* _Your instructions_:
Filter the entries for the word "highway". Copy each line in which it occurs.

[Records excerpted from a collection]
▶

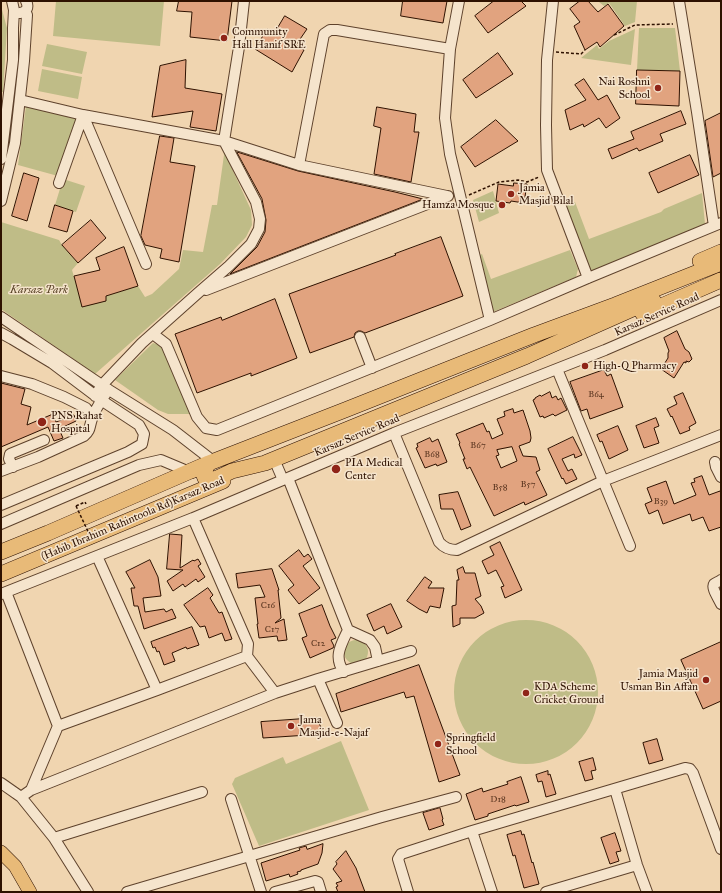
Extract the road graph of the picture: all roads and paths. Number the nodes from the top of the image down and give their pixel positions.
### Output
1 (244, 1) edge
2 (459, 1) edge
3 (553, 1) edge
4 (679, 1) edge
5 (13, 3) edge
6 (26, 6) edge
7 (683, 24) junction
8 (614, 35) dead end
9 (450, 50) junction
10 (548, 50) junction
11 (585, 50) dead end
12 (5, 97) edge
13 (20, 100) junction
14 (83, 115) junction
15 (224, 141) junction
16 (1, 159) edge
17 (299, 165) junction
18 (548, 174) junction
19 (59, 184) dead end
20 (448, 196) junction
21 (460, 199) junction
22 (1, 201) edge
23 (718, 225) edge
24 (721, 252) edge
25 (721, 263) edge
26 (146, 264) dead end
27 (721, 273) edge
28 (588, 278) junction
29 (721, 280) edge
30 (198, 293) junction
31 (721, 300) edge
32 (1, 317) edge
33 (490, 320) junction
34 (18, 328) junction
35 (1, 333) edge
36 (153, 334) junction
37 (534, 335) junction
38 (360, 337) dead end
39 (12, 339) junction
40 (527, 356) junction
41 (372, 368) junction
42 (557, 369) junction
43 (1, 376) edge
44 (105, 388) junction
45 (98, 398) junction
46 (92, 418) junction
47 (394, 434) junction
48 (721, 435) edge
49 (44, 440) dead end
50 (270, 461) junction
51 (211, 462) junction
52 (715, 462) dead end
53 (13, 468) junction
54 (1, 471) edge
55 (188, 472) junction
56 (721, 477) edge
57 (205, 478) junction
58 (286, 479) junction
59 (603, 481) junction
60 (19, 498) junction
61 (1, 499) edge
62 (85, 502) dead end
63 (1, 505) edge
64 (193, 518) junction
65 (1, 524) edge
66 (93, 542) dead end
67 (630, 546) dead end
68 (1, 552) edge
69 (97, 556) junction
70 (1, 574) edge
71 (721, 580) edge
72 (4, 593) edge
73 (721, 604) edge
74 (348, 630) junction
75 (411, 651) dead end
76 (247, 656) junction
77 (378, 661) junction
78 (344, 672) junction
79 (318, 679) junction
80 (157, 690) junction
81 (275, 693) junction
82 (337, 723) dead end
83 (58, 726) junction
84 (1, 783) edge
85 (614, 789) junction
86 (31, 790) junction
87 (202, 792) dead end
88 (21, 797) junction
89 (456, 797) dead end
90 (231, 799) dead end
91 (472, 831) junction
92 (54, 838) junction
93 (721, 849) edge
94 (1, 852) edge
95 (249, 857) junction
96 (637, 865) junction
97 (30, 892) edge
98 (88, 892) edge
99 (127, 892) edge
100 (261, 892) edge
101 (275, 892) edge
102 (321, 892) edge
103 (408, 892) edge
104 (492, 892) edge
105 (546, 892) edge
106 (647, 892) edge

1 - 15 street
2 - 9 street
3 - 10 street
4 - 7 street
5 - 6 street
5 - 12 street
6 - 13 street
7 - 8 path
7 - 23 street
9 - 17 street
9 - 21 street
10 - 11 path
10 - 18 street
12 - 16 street
13 - 14 street
13 - 22 street
14 - 15 street
14 - 19 street
14 - 26 street
15 - 17 street
15 - 30 street
17 - 20 street
18 - 21 path
18 - 28 street
20 - 21 street
20 - 30 street
21 - 33 street
23 - 28 street
24 - 37 highway
25 - 37 highway
27 - 40 highway
28 - 33 street
29 - 40 highway
30 - 36 street
31 - 42 street, Karsaz Service Road
32 - 34 street
33 - 41 street
34 - 39 street
34 - 44 street
35 - 39 street
36 - 41 street
36 - 44 street
37 - 51 highway
38 - 41 street
39 - 45 street
40 - 50 highway
42 - 47 street, Karsaz Service Road
42 - 59 street
43 - 46 street
44 - 45 street
44 - 51 street
45 - 46 street
45 - 60 street
46 - 53 street
47 - 58 street, Karsaz Service Road
47 - 59 street
48 - 59 street
49 - 53 street
50 - 57 highway
50 - 58 street
50 - 70 highway, (Habib Ibrahim Rahintoola Rd)Karsaz Road
51 - 55 highway
51 - 57 highway
52 - 56 street
53 - 54 street
55 - 57 street
55 - 65 street
55 - 68 highway
58 - 64 street, Karsaz Service Road
58 - 74 street
59 - 67 street
60 - 61 street
60 - 63 street
62 - 66 path, bridge
64 - 69 street, Karsaz Service Road
64 - 76 street
69 - 72 street, Karsaz Service Road
69 - 80 street
71 - 73 street
72 - 83 street
74 - 77 street
74 - 78 street
75 - 77 street
76 - 80 street
76 - 81 street
77 - 78 street
78 - 79 street
79 - 81 street
79 - 82 street
80 - 83 street
81 - 86 street
83 - 86 street
84 - 88 street
85 - 91 street
85 - 93 street
85 - 96 street
86 - 88 street
87 - 92 street
88 - 92 street
89 - 95 street
90 - 95 street
91 - 103 street
91 - 104 street
92 - 98 street
94 - 97 main road
95 - 99 street
95 - 100 street
96 - 105 street
96 - 106 street
101 - 102 street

◀

* _Your response_:
24 - 37 highway
25 - 37 highway
27 - 40 highway
29 - 40 highway
37 - 51 highway
40 - 50 highway
50 - 57 highway
50 - 70 highway, (Habib Ibrahim Rahintoola Rd)Karsaz Road
51 - 55 highway
51 - 57 highway
55 - 68 highway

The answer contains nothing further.